EXERCISE AIM - From the entries below, copy every line holding the word "bottom".

RECORDS SHOWN -

++++++

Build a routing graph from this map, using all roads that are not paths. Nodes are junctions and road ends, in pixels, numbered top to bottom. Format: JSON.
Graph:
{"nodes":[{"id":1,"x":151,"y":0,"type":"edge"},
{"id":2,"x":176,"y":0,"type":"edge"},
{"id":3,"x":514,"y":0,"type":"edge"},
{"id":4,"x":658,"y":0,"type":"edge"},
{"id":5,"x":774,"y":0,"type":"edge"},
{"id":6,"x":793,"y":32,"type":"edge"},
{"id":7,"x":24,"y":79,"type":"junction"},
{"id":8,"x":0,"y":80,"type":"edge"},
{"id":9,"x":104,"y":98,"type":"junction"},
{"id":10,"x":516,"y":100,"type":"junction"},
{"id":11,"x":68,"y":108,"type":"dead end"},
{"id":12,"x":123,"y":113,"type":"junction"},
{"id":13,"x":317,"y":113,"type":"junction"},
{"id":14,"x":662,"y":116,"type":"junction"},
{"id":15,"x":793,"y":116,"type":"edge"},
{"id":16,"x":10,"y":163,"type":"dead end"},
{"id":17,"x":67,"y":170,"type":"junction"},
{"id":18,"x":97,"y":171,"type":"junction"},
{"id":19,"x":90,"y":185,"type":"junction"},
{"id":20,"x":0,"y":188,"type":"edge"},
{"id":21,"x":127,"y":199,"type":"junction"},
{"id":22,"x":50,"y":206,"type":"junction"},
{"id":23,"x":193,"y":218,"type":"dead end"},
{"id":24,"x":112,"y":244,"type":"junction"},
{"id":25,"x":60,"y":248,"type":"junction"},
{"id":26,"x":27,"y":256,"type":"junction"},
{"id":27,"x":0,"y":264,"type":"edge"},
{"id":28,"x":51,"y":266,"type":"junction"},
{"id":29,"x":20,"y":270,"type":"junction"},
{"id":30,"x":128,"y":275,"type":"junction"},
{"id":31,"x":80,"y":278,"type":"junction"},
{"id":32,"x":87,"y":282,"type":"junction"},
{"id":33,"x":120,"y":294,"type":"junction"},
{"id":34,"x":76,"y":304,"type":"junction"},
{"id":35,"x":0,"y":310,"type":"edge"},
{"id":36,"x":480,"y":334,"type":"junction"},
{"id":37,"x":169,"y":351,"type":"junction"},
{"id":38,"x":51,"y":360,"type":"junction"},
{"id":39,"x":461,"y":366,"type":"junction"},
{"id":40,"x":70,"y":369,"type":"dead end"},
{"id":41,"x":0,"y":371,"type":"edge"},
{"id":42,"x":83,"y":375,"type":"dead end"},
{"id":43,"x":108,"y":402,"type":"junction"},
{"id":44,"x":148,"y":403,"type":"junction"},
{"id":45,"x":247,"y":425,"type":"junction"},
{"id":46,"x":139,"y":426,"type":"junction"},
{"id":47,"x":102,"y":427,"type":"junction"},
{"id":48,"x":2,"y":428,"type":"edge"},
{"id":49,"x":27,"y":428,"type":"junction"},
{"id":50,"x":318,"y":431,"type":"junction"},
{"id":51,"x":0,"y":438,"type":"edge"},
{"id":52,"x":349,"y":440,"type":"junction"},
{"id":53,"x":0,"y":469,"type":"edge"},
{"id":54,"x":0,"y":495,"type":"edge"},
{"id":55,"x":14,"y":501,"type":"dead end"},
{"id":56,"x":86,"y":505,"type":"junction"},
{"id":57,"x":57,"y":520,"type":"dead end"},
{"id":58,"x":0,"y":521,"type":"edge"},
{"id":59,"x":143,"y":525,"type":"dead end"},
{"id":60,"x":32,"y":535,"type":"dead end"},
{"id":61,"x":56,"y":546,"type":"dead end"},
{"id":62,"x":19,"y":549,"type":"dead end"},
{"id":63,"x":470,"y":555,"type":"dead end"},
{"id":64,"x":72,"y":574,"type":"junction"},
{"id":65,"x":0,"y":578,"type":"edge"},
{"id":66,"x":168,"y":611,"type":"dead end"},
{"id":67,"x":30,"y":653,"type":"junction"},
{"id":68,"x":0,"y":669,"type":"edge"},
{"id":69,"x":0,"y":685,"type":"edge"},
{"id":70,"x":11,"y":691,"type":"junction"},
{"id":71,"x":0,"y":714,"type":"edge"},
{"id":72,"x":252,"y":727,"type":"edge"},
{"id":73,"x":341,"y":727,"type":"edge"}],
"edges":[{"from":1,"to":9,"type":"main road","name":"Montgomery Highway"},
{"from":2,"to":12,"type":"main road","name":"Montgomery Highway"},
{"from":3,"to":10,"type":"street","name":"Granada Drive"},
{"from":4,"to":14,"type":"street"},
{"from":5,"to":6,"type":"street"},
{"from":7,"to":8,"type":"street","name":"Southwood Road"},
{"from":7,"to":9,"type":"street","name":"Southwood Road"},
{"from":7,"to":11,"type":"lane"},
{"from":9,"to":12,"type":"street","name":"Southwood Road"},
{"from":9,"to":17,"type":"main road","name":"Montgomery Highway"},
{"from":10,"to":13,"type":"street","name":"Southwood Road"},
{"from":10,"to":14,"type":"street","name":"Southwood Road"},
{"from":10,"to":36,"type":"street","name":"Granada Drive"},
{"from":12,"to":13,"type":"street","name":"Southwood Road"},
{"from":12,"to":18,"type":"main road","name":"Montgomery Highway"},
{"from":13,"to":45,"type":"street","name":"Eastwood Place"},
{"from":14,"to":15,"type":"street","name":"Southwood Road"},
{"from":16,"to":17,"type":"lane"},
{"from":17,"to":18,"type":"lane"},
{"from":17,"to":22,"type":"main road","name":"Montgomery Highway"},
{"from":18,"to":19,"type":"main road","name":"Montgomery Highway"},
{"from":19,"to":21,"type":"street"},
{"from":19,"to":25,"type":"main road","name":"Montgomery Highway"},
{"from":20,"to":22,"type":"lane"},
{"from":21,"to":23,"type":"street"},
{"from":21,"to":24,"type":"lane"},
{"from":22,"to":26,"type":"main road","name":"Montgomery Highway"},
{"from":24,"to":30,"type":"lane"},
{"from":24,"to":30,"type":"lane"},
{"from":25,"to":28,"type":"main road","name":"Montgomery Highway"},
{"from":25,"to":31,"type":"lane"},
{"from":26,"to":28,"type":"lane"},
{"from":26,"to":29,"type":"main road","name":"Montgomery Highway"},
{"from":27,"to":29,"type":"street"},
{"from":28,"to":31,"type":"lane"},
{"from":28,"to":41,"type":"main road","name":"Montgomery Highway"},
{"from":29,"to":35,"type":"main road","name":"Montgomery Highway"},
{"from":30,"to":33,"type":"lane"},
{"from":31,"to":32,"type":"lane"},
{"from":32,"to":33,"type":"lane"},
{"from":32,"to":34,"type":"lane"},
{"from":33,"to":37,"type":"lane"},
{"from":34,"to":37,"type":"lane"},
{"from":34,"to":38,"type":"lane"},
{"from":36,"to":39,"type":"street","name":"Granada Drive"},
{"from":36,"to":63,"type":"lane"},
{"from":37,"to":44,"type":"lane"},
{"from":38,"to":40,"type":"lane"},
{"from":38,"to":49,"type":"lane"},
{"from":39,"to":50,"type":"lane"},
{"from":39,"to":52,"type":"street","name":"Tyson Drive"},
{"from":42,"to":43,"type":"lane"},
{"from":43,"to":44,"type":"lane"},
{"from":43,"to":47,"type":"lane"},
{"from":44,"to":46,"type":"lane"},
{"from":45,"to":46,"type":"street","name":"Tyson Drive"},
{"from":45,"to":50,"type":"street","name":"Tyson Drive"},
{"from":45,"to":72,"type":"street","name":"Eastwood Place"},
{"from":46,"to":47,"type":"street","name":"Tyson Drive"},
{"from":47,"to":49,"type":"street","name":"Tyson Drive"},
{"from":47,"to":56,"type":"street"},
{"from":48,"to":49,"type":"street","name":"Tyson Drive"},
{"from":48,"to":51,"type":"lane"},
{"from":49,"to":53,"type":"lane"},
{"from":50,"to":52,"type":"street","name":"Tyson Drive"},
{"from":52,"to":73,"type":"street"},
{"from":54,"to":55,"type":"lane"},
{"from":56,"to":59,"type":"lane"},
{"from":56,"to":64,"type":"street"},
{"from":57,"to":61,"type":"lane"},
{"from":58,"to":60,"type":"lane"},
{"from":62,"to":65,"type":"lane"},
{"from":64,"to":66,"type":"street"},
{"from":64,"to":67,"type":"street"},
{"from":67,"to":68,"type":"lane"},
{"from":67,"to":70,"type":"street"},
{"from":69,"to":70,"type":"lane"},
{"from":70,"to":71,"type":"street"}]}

++++++

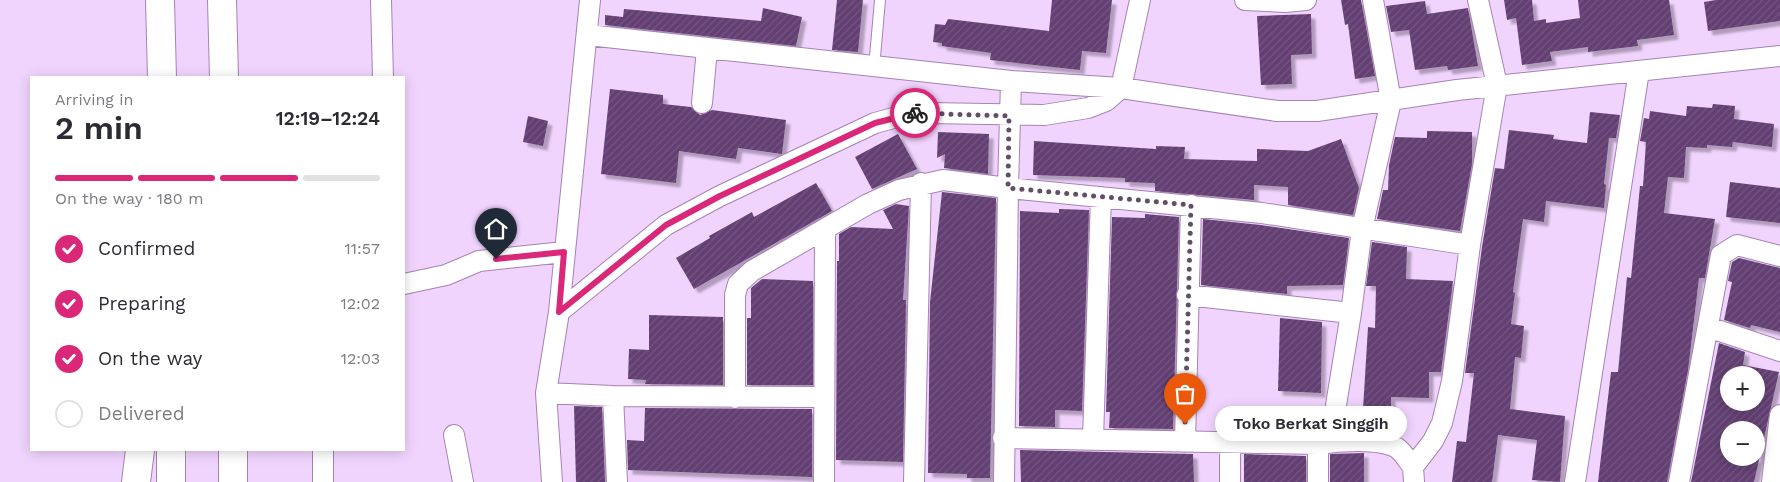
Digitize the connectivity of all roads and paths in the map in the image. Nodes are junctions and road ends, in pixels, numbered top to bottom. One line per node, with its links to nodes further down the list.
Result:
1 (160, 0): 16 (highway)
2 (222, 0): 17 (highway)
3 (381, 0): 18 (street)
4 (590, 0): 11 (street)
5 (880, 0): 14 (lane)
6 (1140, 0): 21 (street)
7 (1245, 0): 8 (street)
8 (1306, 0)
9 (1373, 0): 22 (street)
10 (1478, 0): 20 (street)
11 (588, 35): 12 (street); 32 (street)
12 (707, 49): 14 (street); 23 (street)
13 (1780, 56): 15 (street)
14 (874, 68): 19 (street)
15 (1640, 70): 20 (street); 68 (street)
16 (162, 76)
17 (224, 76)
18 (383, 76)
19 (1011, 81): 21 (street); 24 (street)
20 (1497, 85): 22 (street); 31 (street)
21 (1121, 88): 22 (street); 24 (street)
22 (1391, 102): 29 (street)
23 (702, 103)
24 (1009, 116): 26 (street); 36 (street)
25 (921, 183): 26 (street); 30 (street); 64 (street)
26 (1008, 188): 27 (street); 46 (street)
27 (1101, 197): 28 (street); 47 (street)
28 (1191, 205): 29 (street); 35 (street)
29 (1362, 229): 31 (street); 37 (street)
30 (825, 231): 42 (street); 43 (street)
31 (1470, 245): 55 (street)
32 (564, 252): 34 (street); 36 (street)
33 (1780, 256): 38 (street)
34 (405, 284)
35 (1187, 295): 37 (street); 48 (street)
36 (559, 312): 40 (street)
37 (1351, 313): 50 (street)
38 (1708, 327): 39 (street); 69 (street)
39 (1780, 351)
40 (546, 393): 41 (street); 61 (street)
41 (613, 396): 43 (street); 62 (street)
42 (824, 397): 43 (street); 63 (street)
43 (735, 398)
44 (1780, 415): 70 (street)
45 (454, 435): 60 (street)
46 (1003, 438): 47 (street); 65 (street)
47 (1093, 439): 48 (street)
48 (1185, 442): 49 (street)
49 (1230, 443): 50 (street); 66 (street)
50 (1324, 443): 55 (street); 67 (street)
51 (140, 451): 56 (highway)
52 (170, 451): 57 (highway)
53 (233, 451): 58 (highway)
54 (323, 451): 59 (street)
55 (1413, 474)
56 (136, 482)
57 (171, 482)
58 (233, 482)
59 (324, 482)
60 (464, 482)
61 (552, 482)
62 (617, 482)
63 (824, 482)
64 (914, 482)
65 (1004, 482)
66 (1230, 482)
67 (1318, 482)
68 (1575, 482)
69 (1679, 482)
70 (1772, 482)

++++++

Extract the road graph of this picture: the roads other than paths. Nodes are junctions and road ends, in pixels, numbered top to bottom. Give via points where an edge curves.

++++++

SOLUTION BELOW -
Build a routing graph from this map, using all roads that are not paths. Nodes are junctions and road ends, in pixels, numbered top to bottom. Format: JSON.
Digitize the connectivity of all roads and paths in the map in the image. Nodes are junctions and road ends, in pixels, numbered top to bottom. One line per node, with its links to nodes further down the list.
Extract the road graph of this picture: the roads other than paths. Nodes are junctions and road ends, in pixels, numbered top to bottom. Give via points where an edge curves.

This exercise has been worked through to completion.